David Martin (sociologist)


David Alfred Martin, FBA was a British sociologist and Anglican priest who studied and wrote extensively about the sociology of religion.

Early life and education

David Martin was born on 30 June 1929, the son of a "between-maid" from Dorset and a groom from Hertfordshire who became a chauffeur and then a black cab driver in London and preached regularly at Hyde Park. He was brought up in a revivalist family and attended Barnes Methodist Church. He won a scholarship to East Sheen Grammar School, which he attended from 1940 to 1947.
After national service as a conscientious objector in the Non-Combatant Corps he trained as a primary school teacher at Westminster Teacher Training College. He taught in primary schools in London and Somerset and, while teaching, from 1956–9 he studied by correspondence course, with Wolsey Hall, Oxford for a London external degree in Sociology. He won the University Postgraduate Scholarship after gaining a first-class degree in 1959. This enabled him to study for a Ph.D. at the London School of Economics with Professor Donald MacRae. He was awarded his Ph.D. in 1964 and it was published as Pacifism: a Historical and Sociological Study in 1965. He spent 1961-2 as Assistant Lecturer in the Department of Sociological Studies in Sheffield University. In 1962 he was appointed to the Department of Sociology at the LSE, becoming Reader in 1967 and Professor in 1971.

Career and contributions

Martin devised the first critique of secularisation in an essay, "Towards Eliminating the Concept of Secularisation", and the first comparative empirical theory of secularisation in "Notes for a General Theory of Secularisation". This early work was extended and published in book form as A General Theory of Secularisation, a landmark text in the history of secularization studies. He has continued to contribute to the conversation about secularization and the resilience of religion to the present.
As part of his interest in the various routes different societies take to the modern, Martin was also a major pioneer of the comparative study of Pentecostalism, beginning with a path-breaking study of Latin America and extending globally. He has made crucial contributions on the connections between violence and religion, anticipating again much future scholarship; the relations between sociology and theology; and on music and religion.
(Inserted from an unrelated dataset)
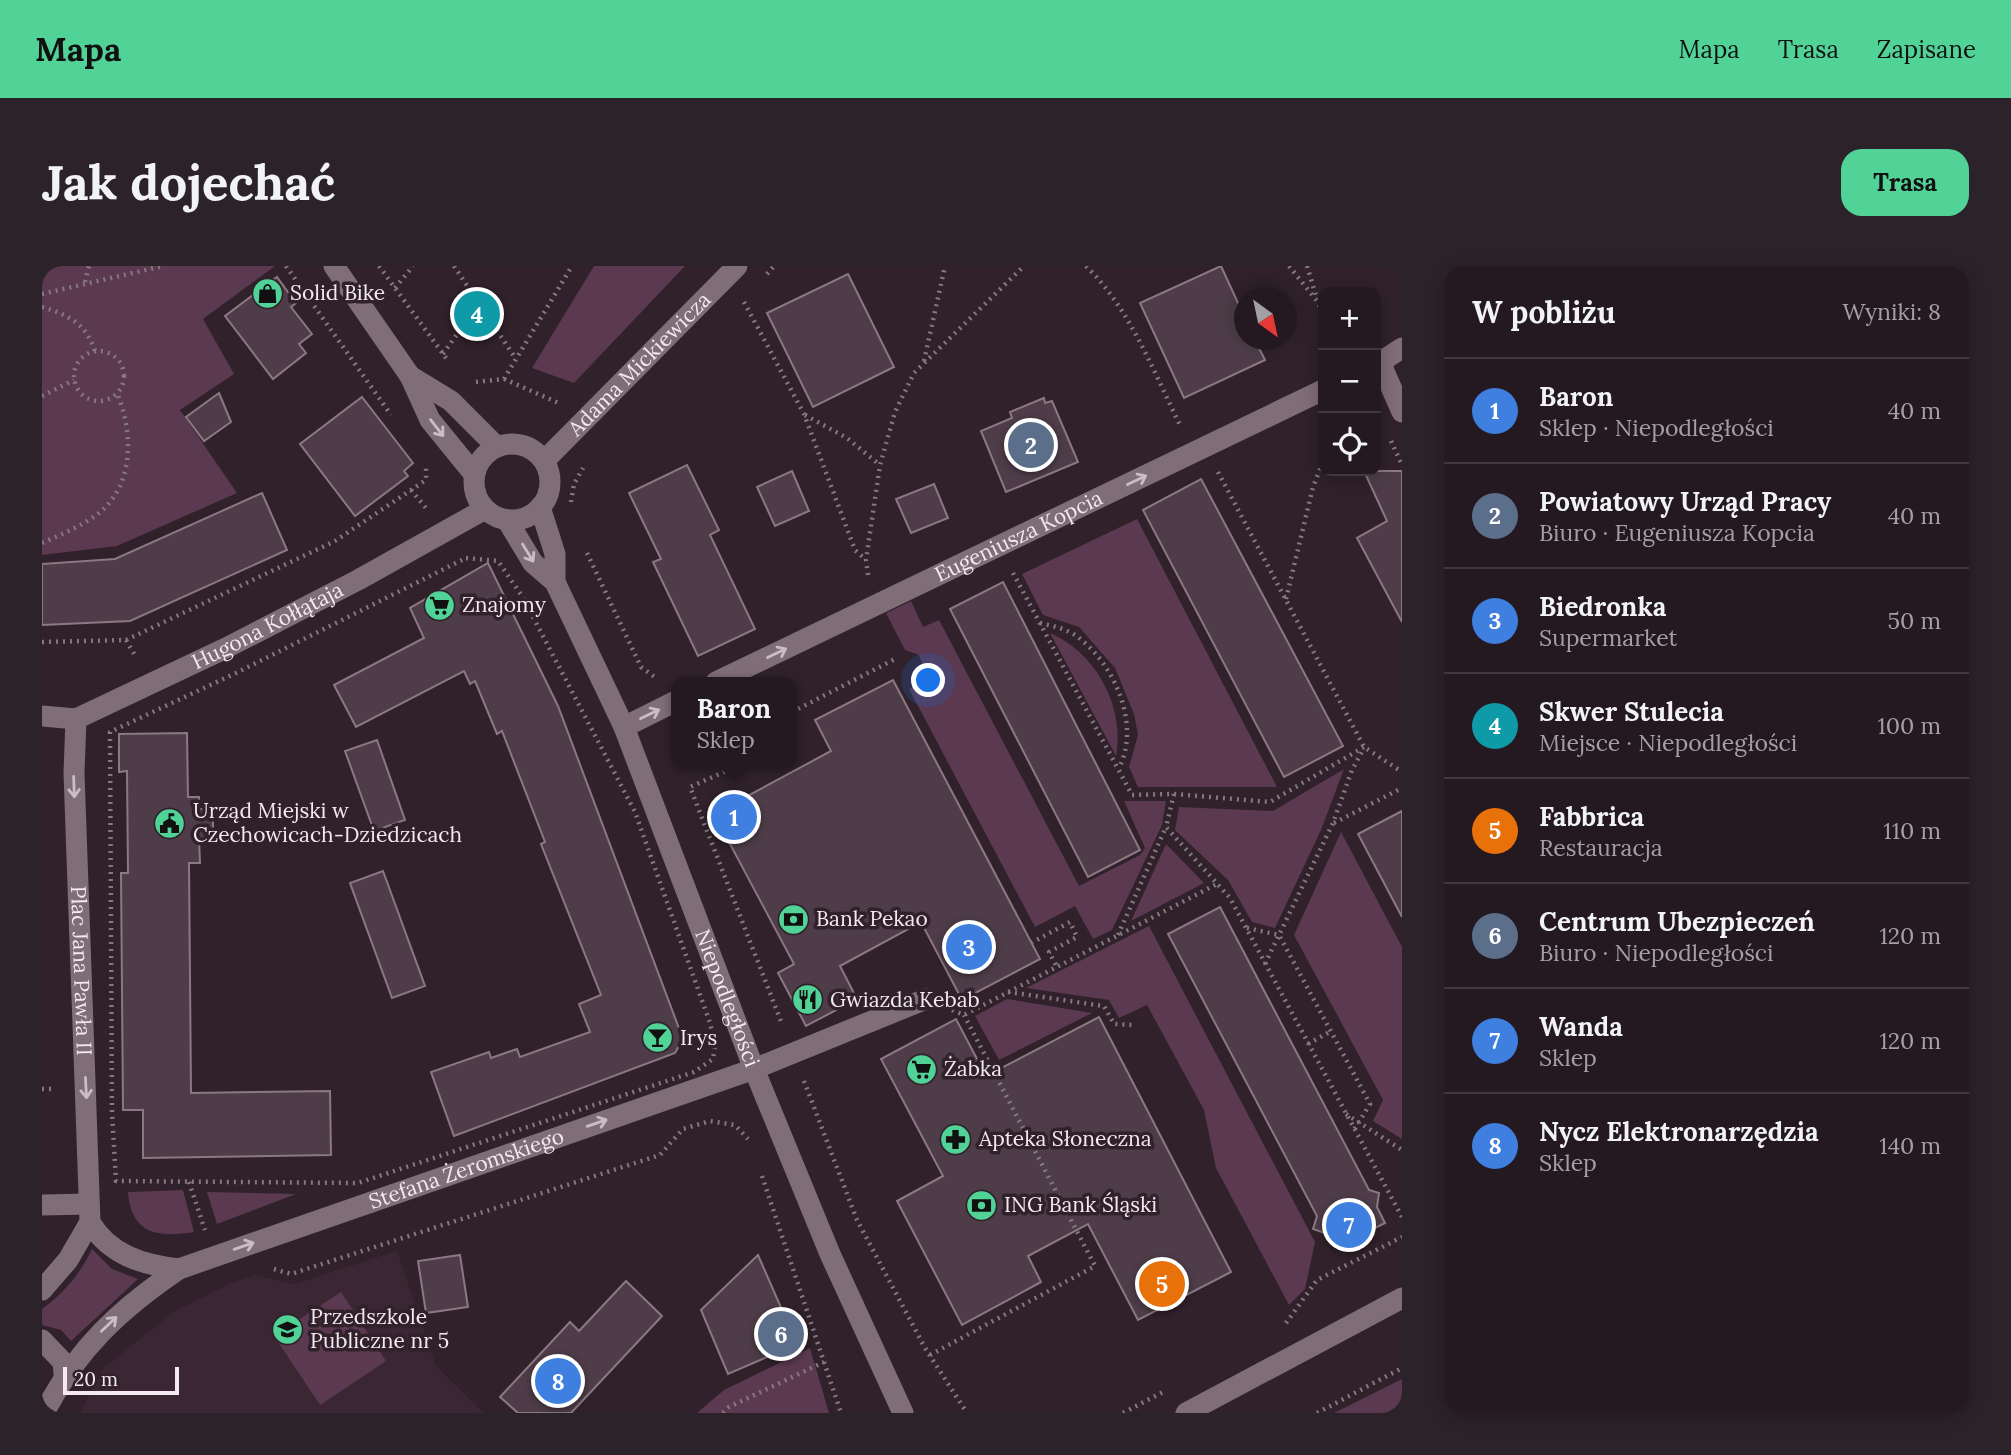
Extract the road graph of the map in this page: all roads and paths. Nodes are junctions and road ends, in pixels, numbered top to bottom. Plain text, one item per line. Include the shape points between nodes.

He has also published widely on the condition of the contemporary university, particularly in the 1970s and 1980s.
David Martin was Professor of Sociology at the LSE from 1971 until his retirement in 1989. He also served as Scurlock Professor of Human Values at Southern Methodist University, Dallas, Texas, USA, 1986–1990. He spent research semesters at the Institute for the Study of Economic Culture with Peter L. Berger at Boston University in 1990 and 1999. In later years he was Visiting Professor at King's College London, Lancaster University and Liverpool Hope University.
Martin received an honorary doctorate from the University of Helsinki in 2000. He was elected Fellow of the British Academy in 2007. In summer 2015, American and Chinese versions of A David Martin Reader were published.

Private life

David Martin was a Methodist Local Preacher from 1953 to 1977, after which he was confirmed in the Anglican Church. In 1983 he attended Westcott House Theological College in Cambridge and became deacon in that year and priest in 1984, serving as Honorary Assistant Priest at Guildford Cathedral.
In 1953 he married Daphne Sylvia Treherne. The marriage was dissolved in 1957. In 1962 he married Bernice Thompson, herself a distinguished sociologist at London University.